• Task to carry out:
For the material below, reproduce exactly each line from the one that has "index tip: (233, 286)" through the one that has "thumb ip: (392, 330)", and no others; pictures stay out.

• Records supplied:
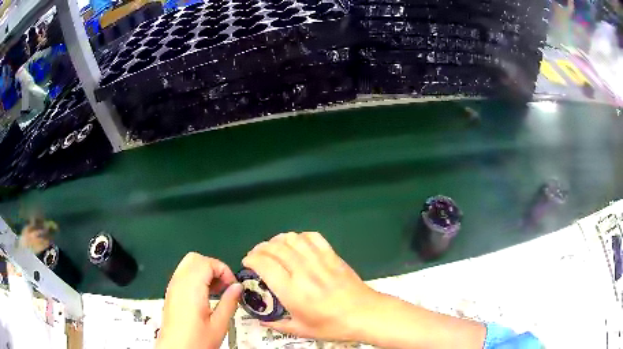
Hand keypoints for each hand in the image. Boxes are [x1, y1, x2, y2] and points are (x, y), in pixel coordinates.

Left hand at [157, 253, 242, 348]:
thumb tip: (238, 287)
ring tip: (217, 291)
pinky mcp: (171, 293)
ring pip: (188, 264)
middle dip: (213, 267)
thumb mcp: (219, 324)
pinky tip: (205, 296)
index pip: (207, 262)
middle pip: (195, 258)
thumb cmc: (197, 340)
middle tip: (225, 285)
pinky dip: (196, 277)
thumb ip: (229, 302)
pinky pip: (183, 274)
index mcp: (191, 288)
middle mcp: (179, 282)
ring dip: (204, 271)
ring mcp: (173, 286)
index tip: (233, 286)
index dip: (223, 270)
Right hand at [242, 232, 381, 341]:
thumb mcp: (302, 330)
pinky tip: (298, 243)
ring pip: (293, 239)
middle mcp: (303, 271)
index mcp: (292, 291)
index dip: (251, 259)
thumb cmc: (333, 325)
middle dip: (261, 248)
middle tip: (257, 255)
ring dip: (279, 240)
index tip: (247, 262)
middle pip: (276, 248)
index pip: (264, 264)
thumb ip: (278, 324)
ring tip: (274, 247)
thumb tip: (261, 320)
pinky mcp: (333, 256)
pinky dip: (301, 236)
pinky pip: (314, 237)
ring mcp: (320, 261)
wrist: (365, 314)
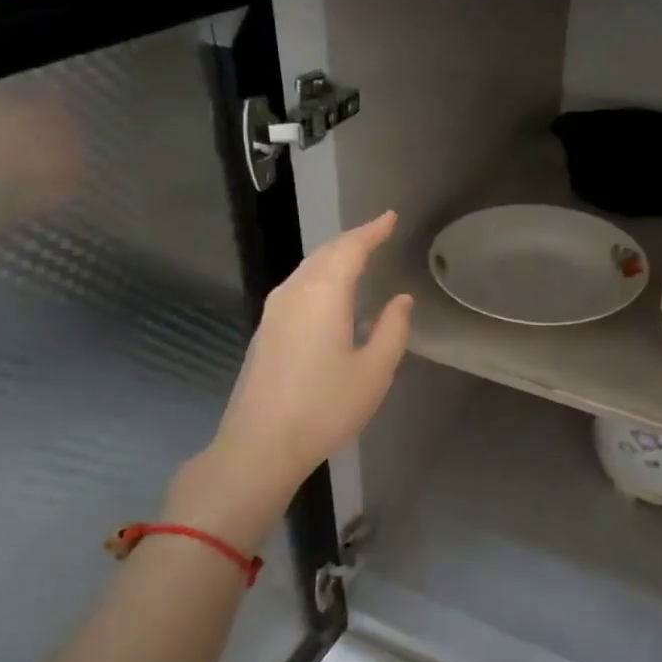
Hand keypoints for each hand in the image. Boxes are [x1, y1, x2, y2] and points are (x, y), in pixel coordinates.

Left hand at [183, 211, 412, 511]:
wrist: (260, 444)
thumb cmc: (325, 407)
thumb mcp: (374, 371)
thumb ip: (392, 330)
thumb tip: (401, 300)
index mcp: (323, 294)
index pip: (351, 248)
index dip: (372, 231)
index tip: (390, 217)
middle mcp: (294, 292)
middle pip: (325, 253)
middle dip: (352, 239)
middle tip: (377, 233)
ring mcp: (273, 312)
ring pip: (307, 269)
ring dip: (333, 257)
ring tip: (356, 256)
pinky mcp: (265, 332)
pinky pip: (297, 287)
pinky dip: (319, 276)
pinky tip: (328, 292)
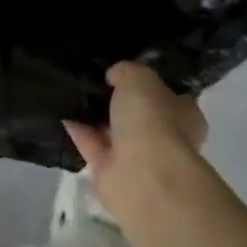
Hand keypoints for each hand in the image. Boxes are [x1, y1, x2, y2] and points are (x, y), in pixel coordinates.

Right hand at [63, 62, 207, 224]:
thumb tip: (115, 76)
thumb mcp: (140, 78)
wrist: (142, 175)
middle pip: (138, 115)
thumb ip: (127, 72)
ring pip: (113, 132)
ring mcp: (138, 159)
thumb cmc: (153, 120)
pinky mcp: (111, 174)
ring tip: (71, 91)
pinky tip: (62, 111)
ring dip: (95, 116)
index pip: (169, 96)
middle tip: (93, 79)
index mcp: (184, 116)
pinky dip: (78, 130)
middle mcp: (165, 139)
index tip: (124, 71)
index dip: (149, 84)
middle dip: (118, 101)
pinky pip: (92, 146)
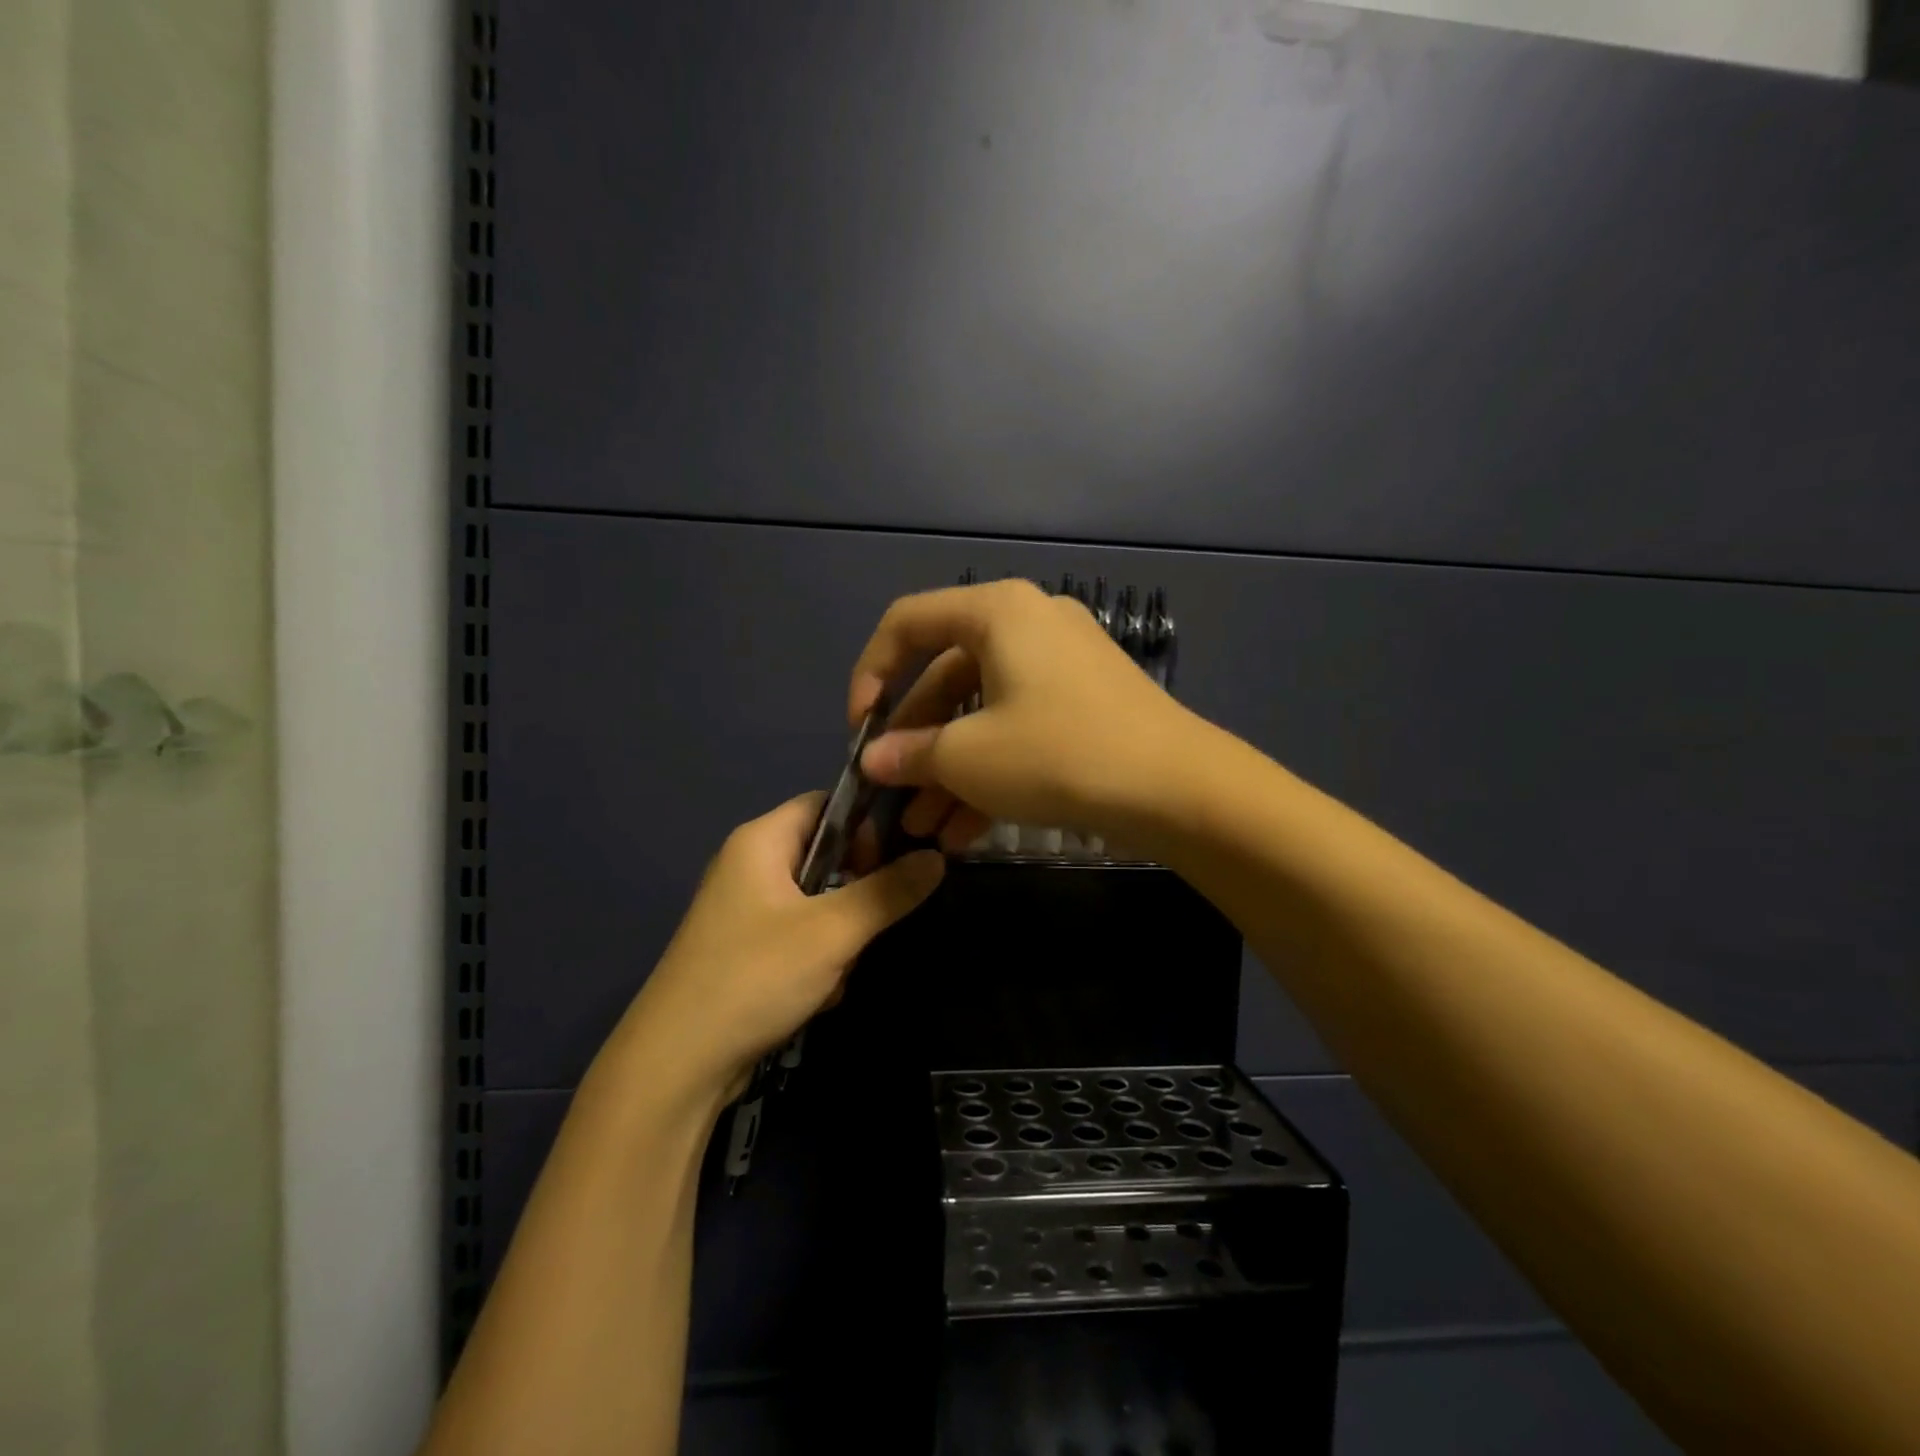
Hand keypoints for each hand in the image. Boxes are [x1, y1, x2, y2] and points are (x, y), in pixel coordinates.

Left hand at [612, 792, 945, 1101]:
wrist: (678, 1065)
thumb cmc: (756, 976)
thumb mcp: (834, 931)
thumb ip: (890, 891)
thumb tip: (938, 856)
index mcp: (761, 841)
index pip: (826, 804)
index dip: (866, 824)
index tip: (897, 857)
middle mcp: (749, 866)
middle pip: (826, 856)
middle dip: (856, 892)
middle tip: (869, 923)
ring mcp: (746, 912)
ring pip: (819, 903)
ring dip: (841, 935)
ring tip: (839, 968)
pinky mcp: (746, 952)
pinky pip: (801, 937)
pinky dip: (819, 960)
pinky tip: (819, 994)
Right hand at [848, 579, 1201, 851]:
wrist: (1178, 789)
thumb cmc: (1059, 754)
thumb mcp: (969, 758)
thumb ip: (910, 754)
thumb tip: (874, 760)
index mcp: (997, 613)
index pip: (907, 623)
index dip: (870, 674)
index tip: (859, 731)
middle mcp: (1028, 625)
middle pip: (945, 676)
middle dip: (914, 743)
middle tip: (892, 794)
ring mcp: (1060, 666)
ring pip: (982, 712)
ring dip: (948, 769)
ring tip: (923, 828)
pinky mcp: (1083, 705)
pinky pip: (1018, 728)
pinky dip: (989, 771)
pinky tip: (964, 832)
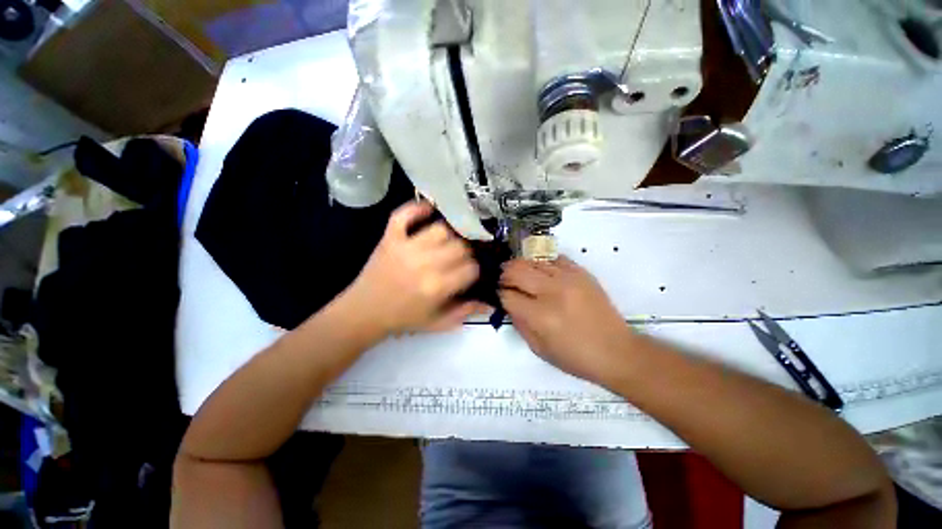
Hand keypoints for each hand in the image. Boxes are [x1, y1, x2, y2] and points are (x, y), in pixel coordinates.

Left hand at [348, 201, 484, 334]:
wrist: (364, 312)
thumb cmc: (403, 319)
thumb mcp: (437, 323)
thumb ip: (465, 312)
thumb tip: (490, 303)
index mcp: (437, 287)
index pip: (471, 268)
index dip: (476, 270)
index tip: (471, 273)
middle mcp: (424, 264)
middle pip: (460, 246)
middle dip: (466, 252)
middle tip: (462, 258)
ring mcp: (406, 247)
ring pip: (440, 229)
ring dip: (450, 234)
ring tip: (449, 243)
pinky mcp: (390, 238)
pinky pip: (404, 215)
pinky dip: (417, 208)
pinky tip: (430, 209)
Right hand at [499, 256, 634, 385]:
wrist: (617, 351)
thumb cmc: (575, 357)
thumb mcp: (539, 348)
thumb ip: (519, 323)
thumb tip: (508, 303)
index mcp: (540, 316)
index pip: (508, 295)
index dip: (499, 294)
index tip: (499, 295)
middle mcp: (552, 292)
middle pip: (516, 271)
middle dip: (504, 274)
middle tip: (504, 280)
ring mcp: (569, 279)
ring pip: (533, 261)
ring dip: (521, 266)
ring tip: (520, 274)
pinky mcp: (581, 273)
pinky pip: (554, 258)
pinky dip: (542, 263)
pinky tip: (541, 272)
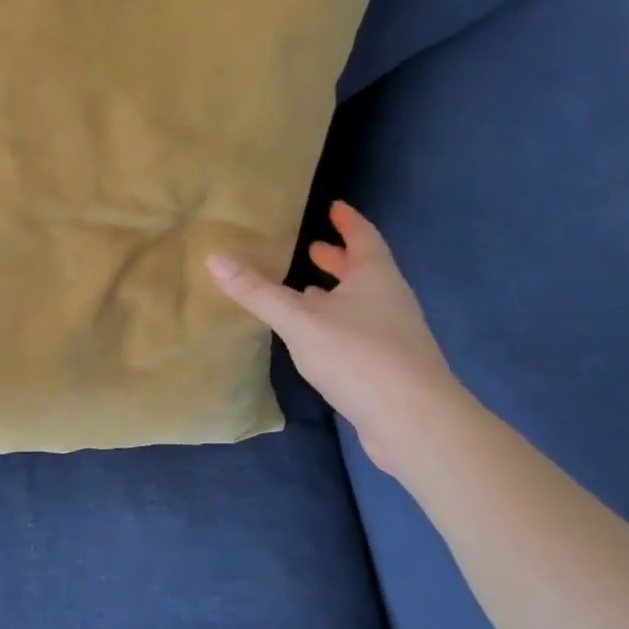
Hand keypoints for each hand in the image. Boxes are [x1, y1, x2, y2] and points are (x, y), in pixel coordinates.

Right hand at [208, 201, 461, 476]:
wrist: (414, 422)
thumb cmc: (359, 357)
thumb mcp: (300, 320)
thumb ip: (257, 291)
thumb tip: (214, 257)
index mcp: (375, 278)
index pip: (364, 237)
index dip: (348, 221)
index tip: (334, 206)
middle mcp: (390, 301)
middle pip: (365, 270)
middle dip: (339, 258)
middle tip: (312, 247)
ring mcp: (394, 336)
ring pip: (362, 303)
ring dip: (337, 293)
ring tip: (306, 291)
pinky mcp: (389, 368)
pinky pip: (359, 332)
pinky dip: (337, 324)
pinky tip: (317, 340)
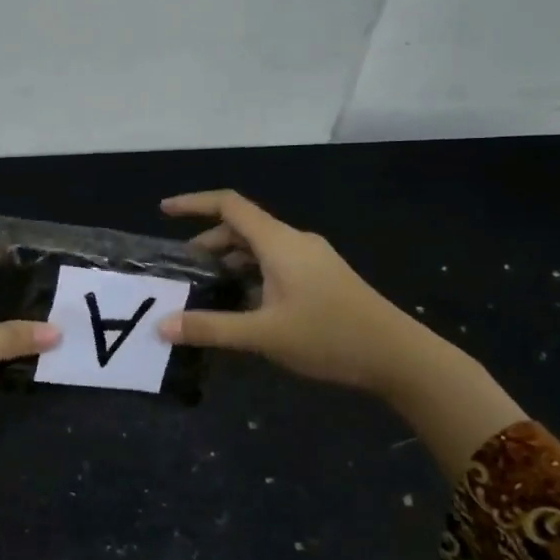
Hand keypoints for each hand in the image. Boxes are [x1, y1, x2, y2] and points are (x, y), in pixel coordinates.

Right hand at [155, 190, 435, 398]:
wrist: (399, 356)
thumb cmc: (329, 336)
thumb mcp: (263, 334)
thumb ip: (211, 328)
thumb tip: (161, 326)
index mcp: (279, 243)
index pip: (229, 206)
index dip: (194, 203)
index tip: (164, 211)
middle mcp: (294, 242)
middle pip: (242, 229)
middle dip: (208, 244)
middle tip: (182, 271)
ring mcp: (312, 260)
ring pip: (259, 249)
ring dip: (230, 262)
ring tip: (206, 290)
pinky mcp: (321, 278)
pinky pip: (275, 264)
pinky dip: (250, 275)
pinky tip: (242, 305)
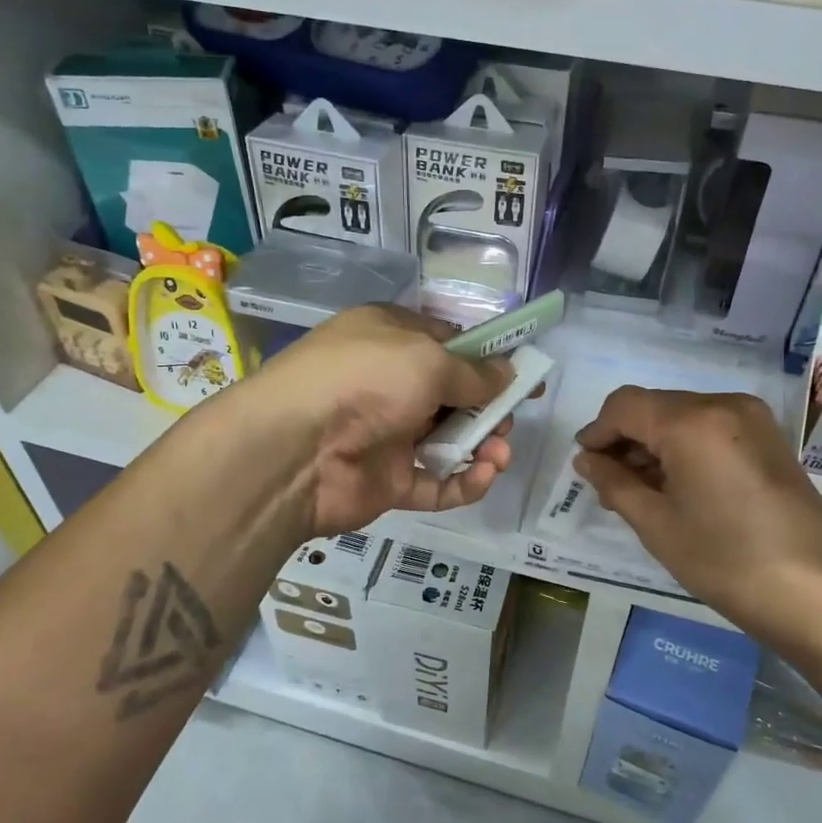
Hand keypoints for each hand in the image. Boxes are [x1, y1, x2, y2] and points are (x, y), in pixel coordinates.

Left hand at [247, 305, 520, 536]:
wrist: (295, 448)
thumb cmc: (366, 379)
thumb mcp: (428, 360)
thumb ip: (474, 372)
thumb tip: (509, 374)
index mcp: (392, 339)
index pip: (449, 344)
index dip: (489, 360)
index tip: (526, 377)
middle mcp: (390, 384)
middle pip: (453, 396)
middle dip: (489, 407)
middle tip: (507, 420)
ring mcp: (387, 435)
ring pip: (448, 440)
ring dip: (482, 446)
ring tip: (499, 452)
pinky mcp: (387, 481)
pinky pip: (434, 483)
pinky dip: (463, 482)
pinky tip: (483, 476)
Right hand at [573, 387, 821, 635]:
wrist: (814, 593)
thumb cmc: (724, 560)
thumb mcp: (656, 523)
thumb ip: (614, 482)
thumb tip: (587, 459)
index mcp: (691, 421)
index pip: (625, 405)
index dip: (597, 431)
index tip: (585, 464)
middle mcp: (723, 404)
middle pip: (655, 406)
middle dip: (626, 438)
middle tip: (611, 483)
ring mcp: (752, 418)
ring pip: (683, 415)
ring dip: (655, 442)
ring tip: (643, 489)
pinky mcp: (769, 438)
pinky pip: (711, 427)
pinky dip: (686, 446)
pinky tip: (680, 484)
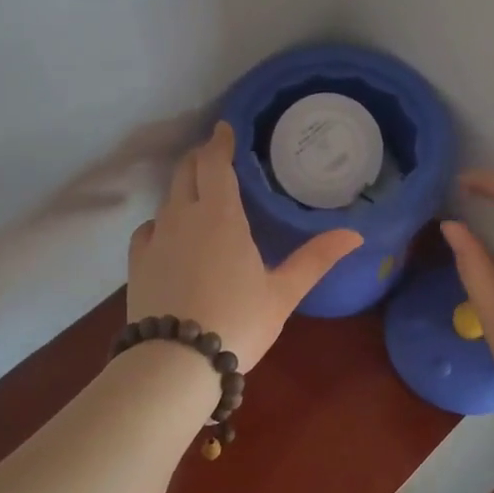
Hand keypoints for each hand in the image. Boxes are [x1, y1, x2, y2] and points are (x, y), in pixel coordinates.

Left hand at [127, 122, 362, 369]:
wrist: (175, 363)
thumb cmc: (238, 322)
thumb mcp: (283, 293)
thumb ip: (316, 258)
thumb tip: (356, 234)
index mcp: (220, 215)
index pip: (215, 163)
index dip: (219, 142)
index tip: (224, 128)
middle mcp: (183, 216)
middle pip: (186, 171)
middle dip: (200, 157)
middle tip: (215, 155)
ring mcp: (156, 238)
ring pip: (166, 198)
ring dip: (182, 187)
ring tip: (198, 193)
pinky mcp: (137, 262)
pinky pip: (148, 228)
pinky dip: (162, 221)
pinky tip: (169, 234)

• Exercise answer:
index tip: (233, 286)
index dip: (223, 270)
Right hand at [242, 232, 381, 341]:
thumb mcp: (302, 330)
pinky tip: (298, 243)
ring pip: (293, 239)
middle mcp: (303, 271)
index mcp: (292, 291)
index dip: (251, 259)
thumb cmc: (333, 325)
middle dip: (261, 248)
middle tip: (257, 255)
ring dip: (279, 240)
index tip: (247, 262)
middle pip: (276, 248)
index pip: (264, 264)
thumb ip: (278, 324)
ring tip: (274, 247)
thumb tip: (261, 320)
pinky mcp: (333, 256)
pinky dip: (301, 236)
pinky pip: (314, 237)
ring mcp: (320, 261)
wrist: (365, 314)
Hand keypoints for each hand in the image. Boxes are [x1, y1, x2, y2] and points are (x, y), in pixel coordinates.

Left hand at [183, 211, 412, 511]:
wrist: (260, 444)
thumb cmc: (325, 407)
thumb mcp: (374, 371)
thumb ip: (392, 330)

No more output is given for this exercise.